§ **Task directions**
Take each line from the material below that includes the string "view" and copy it.

§ **Extracted information**
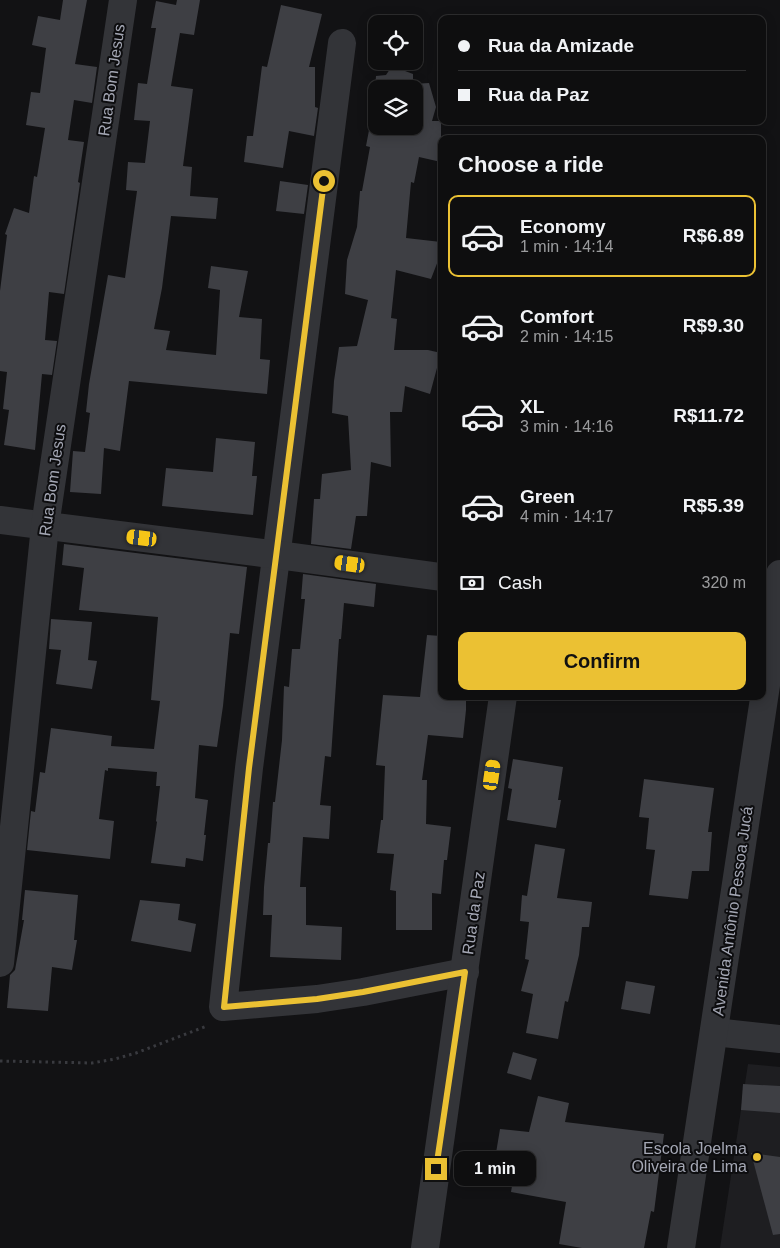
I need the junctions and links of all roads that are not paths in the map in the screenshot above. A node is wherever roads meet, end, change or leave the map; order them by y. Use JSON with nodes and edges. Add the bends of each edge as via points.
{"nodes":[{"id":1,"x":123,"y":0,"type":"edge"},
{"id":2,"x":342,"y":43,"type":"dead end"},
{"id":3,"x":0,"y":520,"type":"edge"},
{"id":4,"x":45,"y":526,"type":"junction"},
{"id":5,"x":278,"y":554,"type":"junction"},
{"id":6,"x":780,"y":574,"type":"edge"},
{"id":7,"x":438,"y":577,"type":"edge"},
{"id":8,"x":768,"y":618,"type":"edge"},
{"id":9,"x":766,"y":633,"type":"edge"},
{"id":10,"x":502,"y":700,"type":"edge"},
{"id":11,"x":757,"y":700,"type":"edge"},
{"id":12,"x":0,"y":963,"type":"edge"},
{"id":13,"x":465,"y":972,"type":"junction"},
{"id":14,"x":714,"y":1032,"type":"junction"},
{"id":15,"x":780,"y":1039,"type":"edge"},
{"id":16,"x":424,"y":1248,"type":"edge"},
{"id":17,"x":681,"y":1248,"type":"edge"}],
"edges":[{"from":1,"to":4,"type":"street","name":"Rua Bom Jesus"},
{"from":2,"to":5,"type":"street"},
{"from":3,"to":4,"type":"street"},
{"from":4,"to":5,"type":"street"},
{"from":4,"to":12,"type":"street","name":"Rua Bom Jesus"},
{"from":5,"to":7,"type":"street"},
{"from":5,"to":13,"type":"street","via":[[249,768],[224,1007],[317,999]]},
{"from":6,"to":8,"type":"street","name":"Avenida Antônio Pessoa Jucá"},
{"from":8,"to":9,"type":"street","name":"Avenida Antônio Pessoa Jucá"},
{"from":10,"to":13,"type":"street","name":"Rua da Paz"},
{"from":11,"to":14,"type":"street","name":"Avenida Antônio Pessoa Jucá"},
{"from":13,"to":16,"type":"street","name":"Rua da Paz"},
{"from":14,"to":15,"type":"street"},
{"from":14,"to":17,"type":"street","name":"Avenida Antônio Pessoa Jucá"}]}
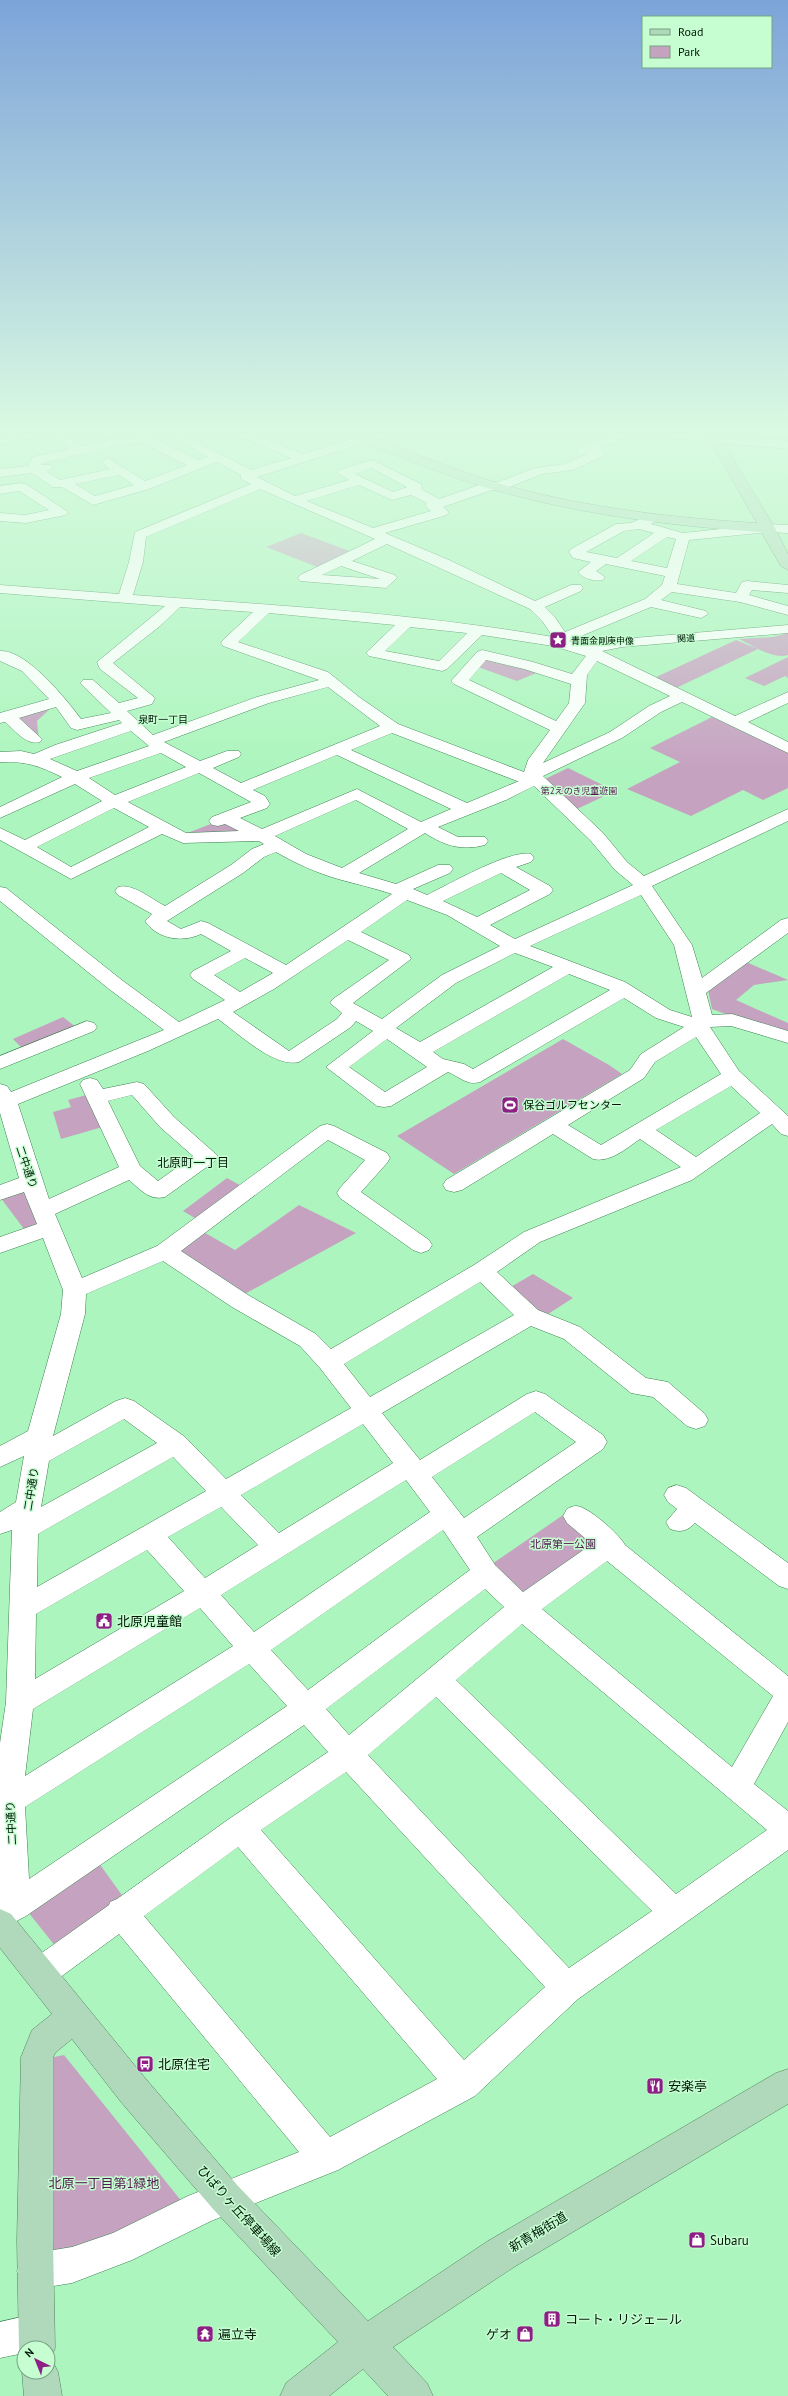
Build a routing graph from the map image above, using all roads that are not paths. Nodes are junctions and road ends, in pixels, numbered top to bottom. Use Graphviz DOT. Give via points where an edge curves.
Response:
---
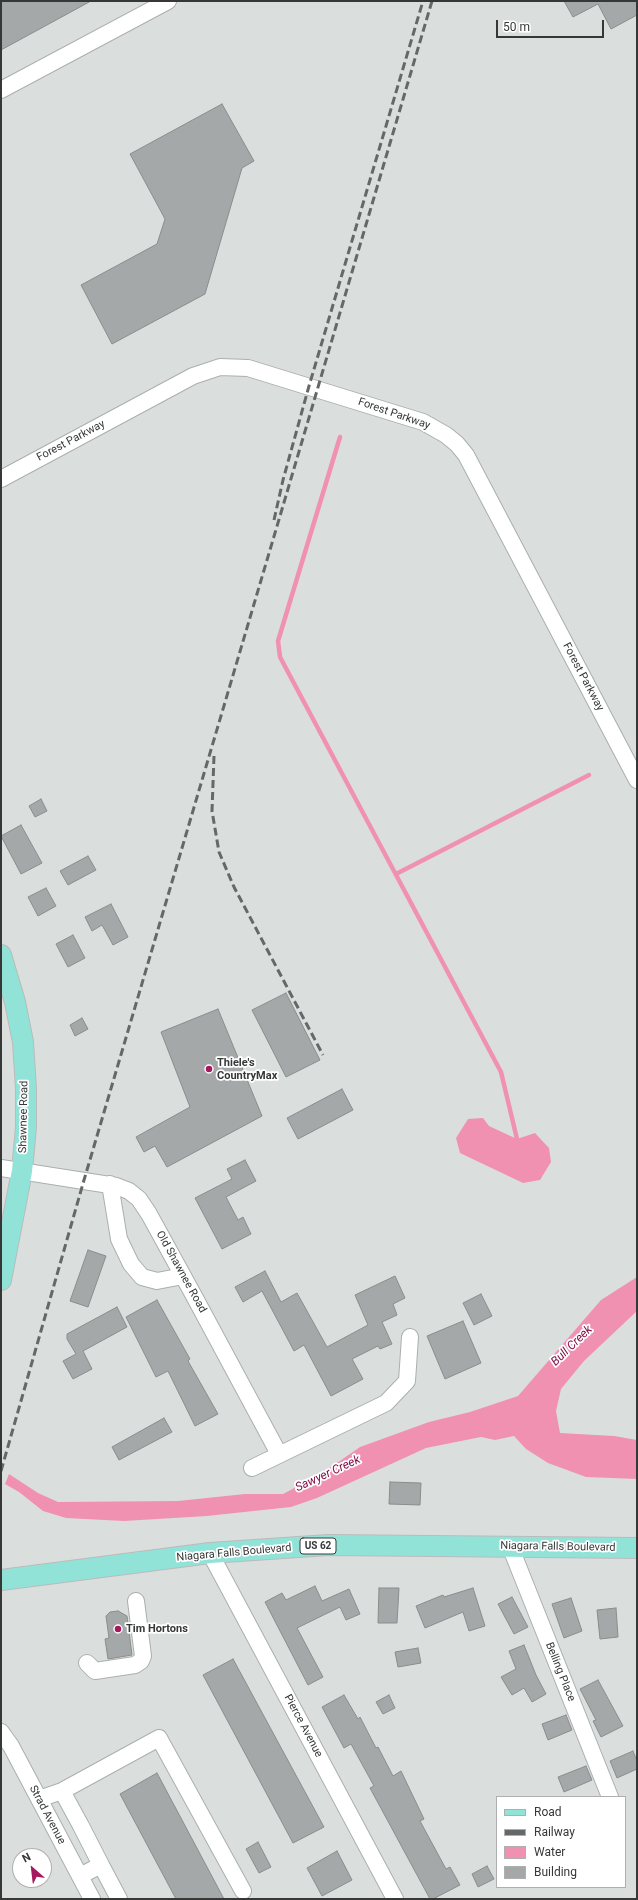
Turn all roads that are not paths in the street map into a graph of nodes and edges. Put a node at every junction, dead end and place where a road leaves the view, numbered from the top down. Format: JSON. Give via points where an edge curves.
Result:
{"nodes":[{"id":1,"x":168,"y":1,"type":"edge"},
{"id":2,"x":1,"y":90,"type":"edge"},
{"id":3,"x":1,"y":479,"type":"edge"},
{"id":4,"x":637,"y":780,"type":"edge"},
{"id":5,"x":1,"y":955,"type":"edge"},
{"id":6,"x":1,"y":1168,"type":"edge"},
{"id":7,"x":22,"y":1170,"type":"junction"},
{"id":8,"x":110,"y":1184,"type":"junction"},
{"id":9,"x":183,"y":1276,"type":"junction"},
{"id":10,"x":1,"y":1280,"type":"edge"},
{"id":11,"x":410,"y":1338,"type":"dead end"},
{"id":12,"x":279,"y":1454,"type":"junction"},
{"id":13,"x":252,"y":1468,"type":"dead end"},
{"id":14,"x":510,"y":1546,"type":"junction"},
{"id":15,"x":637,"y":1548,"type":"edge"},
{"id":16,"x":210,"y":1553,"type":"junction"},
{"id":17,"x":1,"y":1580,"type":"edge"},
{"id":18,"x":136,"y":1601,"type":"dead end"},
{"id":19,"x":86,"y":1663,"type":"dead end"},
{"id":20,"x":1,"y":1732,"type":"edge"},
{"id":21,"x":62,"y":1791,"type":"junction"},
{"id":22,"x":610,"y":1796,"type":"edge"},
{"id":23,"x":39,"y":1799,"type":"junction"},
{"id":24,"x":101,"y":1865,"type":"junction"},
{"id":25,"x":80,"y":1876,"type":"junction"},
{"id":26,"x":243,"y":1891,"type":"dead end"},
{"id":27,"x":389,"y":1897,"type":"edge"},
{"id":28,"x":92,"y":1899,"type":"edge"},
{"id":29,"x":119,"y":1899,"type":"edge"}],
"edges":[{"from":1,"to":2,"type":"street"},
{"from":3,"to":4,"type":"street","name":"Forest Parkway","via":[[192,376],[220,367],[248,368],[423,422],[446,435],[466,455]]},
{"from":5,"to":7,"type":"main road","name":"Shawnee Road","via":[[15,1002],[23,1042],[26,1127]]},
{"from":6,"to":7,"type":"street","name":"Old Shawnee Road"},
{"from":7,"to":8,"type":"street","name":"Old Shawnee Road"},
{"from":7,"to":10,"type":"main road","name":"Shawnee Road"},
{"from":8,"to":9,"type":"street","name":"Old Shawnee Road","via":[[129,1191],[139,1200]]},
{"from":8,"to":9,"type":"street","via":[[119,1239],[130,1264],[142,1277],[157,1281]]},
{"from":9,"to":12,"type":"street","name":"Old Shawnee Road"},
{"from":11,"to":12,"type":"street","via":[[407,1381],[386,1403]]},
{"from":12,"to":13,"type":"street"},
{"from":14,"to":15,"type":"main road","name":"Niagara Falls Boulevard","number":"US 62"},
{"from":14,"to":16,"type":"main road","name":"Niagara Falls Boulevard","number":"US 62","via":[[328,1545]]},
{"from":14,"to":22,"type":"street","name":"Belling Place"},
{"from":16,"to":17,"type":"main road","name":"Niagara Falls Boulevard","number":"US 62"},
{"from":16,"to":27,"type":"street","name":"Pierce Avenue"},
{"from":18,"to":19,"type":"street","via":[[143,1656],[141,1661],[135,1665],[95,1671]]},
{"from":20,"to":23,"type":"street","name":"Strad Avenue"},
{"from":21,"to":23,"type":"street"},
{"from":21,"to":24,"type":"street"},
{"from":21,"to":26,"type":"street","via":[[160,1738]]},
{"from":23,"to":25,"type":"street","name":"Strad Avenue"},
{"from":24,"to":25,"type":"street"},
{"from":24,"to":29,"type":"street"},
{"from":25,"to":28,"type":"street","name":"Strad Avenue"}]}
* * *
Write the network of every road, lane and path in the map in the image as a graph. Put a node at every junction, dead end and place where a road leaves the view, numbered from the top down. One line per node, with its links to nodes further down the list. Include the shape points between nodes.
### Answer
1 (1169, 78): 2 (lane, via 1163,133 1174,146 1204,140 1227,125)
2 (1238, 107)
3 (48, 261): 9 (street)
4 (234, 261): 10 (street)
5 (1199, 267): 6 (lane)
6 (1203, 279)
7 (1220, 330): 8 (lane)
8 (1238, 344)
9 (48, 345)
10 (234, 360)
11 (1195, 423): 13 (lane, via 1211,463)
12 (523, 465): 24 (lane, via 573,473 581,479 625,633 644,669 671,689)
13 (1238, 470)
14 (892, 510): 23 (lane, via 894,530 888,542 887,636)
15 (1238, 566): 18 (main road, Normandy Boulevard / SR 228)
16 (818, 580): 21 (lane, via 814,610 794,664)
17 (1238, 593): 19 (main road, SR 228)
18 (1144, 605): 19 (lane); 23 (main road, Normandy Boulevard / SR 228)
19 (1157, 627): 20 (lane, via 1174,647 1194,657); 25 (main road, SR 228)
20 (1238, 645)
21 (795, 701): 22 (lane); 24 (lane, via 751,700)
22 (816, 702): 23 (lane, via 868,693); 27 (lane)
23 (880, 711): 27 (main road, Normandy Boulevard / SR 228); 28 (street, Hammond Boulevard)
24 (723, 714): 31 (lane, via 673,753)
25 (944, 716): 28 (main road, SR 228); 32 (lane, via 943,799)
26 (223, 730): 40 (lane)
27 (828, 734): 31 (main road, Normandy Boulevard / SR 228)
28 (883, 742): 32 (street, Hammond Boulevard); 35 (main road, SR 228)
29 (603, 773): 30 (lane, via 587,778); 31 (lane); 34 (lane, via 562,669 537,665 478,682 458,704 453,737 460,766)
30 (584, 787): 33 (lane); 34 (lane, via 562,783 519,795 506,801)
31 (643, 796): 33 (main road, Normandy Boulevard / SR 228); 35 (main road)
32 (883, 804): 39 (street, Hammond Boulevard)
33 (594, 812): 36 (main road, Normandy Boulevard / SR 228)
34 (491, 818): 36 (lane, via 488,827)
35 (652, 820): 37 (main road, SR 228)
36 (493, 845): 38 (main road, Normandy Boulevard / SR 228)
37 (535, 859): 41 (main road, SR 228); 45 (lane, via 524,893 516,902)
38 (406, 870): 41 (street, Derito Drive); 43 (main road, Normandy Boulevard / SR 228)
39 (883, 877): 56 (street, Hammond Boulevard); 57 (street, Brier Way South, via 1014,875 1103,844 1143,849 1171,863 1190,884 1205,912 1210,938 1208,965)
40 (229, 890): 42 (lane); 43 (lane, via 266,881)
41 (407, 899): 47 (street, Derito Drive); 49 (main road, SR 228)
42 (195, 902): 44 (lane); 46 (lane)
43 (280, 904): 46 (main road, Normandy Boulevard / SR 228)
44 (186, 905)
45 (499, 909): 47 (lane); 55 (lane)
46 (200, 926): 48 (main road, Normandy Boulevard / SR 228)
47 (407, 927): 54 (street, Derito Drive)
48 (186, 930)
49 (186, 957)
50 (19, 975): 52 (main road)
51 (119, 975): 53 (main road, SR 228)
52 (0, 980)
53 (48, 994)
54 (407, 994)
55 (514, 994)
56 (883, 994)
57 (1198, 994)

§ **The completed task**
Turn all roads that are not paths in the street map into a graph of nodes and edges. Put a node at every junction, dead end and place where a road leaves the view, numbered from the top down. Format: JSON. Give via points where an edge curves.
Write the network of every road, lane and path in the map in the image as a graph. Put a node at every junction, dead end and place where a road leaves the view, numbered from the top down. One line per node, with its links to nodes further down the list. Include the shape points between nodes.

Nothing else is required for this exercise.